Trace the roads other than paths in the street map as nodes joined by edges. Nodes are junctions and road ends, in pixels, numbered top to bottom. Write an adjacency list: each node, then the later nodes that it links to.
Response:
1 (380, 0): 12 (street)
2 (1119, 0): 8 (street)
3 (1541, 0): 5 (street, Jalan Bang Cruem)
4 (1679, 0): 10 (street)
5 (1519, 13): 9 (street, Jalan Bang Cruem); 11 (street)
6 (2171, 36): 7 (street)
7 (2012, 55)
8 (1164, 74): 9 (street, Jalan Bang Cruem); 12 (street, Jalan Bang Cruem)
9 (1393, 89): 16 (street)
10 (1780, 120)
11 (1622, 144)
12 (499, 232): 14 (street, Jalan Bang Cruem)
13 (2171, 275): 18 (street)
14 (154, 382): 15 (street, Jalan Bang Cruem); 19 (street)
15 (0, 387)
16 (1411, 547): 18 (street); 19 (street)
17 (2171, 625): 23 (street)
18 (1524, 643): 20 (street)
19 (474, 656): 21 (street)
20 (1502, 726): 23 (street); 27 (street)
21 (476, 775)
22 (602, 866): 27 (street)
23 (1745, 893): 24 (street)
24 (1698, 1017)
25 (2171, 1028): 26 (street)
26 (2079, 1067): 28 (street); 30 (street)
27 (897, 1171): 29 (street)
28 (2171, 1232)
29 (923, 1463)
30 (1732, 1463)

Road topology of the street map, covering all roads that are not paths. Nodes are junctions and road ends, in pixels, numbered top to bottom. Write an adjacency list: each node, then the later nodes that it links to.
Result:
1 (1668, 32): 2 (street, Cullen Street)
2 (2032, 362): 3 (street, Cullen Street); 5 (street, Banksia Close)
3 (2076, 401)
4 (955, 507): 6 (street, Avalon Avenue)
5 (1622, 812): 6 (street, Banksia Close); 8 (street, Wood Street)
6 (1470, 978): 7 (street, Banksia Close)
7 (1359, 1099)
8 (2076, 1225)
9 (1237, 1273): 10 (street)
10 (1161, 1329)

---

Retype every record above exactly as it stands.

EXERCISE ANSWER:
Trace the roads other than paths in the street map as nodes joined by edges. Nodes are junctions and road ends, in pixels, numbered top to bottom. Write an adjacency list: each node, then the later nodes that it links to.
Response:
1 (380, 0): 12 (street)
2 (1119, 0): 8 (street)
3 (1541, 0): 5 (street, Jalan Bang Cruem)
4 (1679, 0): 10 (street)
5 (1519, 13): 9 (street, Jalan Bang Cruem); 11 (street)
6 (2171, 36): 7 (street)
7 (2012, 55)
8 (1164, 74): 9 (street, Jalan Bang Cruem); 12 (street, Jalan Bang Cruem)
9 (1393, 89): 16 (street)
10 (1780, 120)
11 (1622, 144)
12 (499, 232): 14 (street, Jalan Bang Cruem)
13 (2171, 275): 18 (street)
14 (154, 382): 15 (street, Jalan Bang Cruem); 19 (street)
15 (0, 387)
16 (1411, 547): 18 (street); 19 (street)
17 (2171, 625): 23 (street)
18 (1524, 643): 20 (street)
19 (474, 656): 21 (street)
20 (1502, 726): 23 (street); 27 (street)
21 (476, 775)
22 (602, 866): 27 (street)
23 (1745, 893): 24 (street)
24 (1698, 1017)
25 (2171, 1028): 26 (street)
26 (2079, 1067): 28 (street); 30 (street)
27 (897, 1171): 29 (street)
28 (2171, 1232)
29 (923, 1463)
30 (1732, 1463)

Road topology of the street map, covering all roads that are not paths. Nodes are junctions and road ends, in pixels, numbered top to bottom. Write an adjacency list: each node, then the later nodes that it links to.
Result:
1 (1668, 32): 2 (street, Cullen Street)
2 (2032, 362): 3 (street, Cullen Street); 5 (street, Banksia Close)
3 (2076, 401)
4 (955, 507): 6 (street, Avalon Avenue)
5 (1622, 812): 6 (street, Banksia Close); 8 (street, Wood Street)
6 (1470, 978): 7 (street, Banksia Close)
7 (1359, 1099)
8 (2076, 1225)
9 (1237, 1273): 10 (street)
10 (1161, 1329)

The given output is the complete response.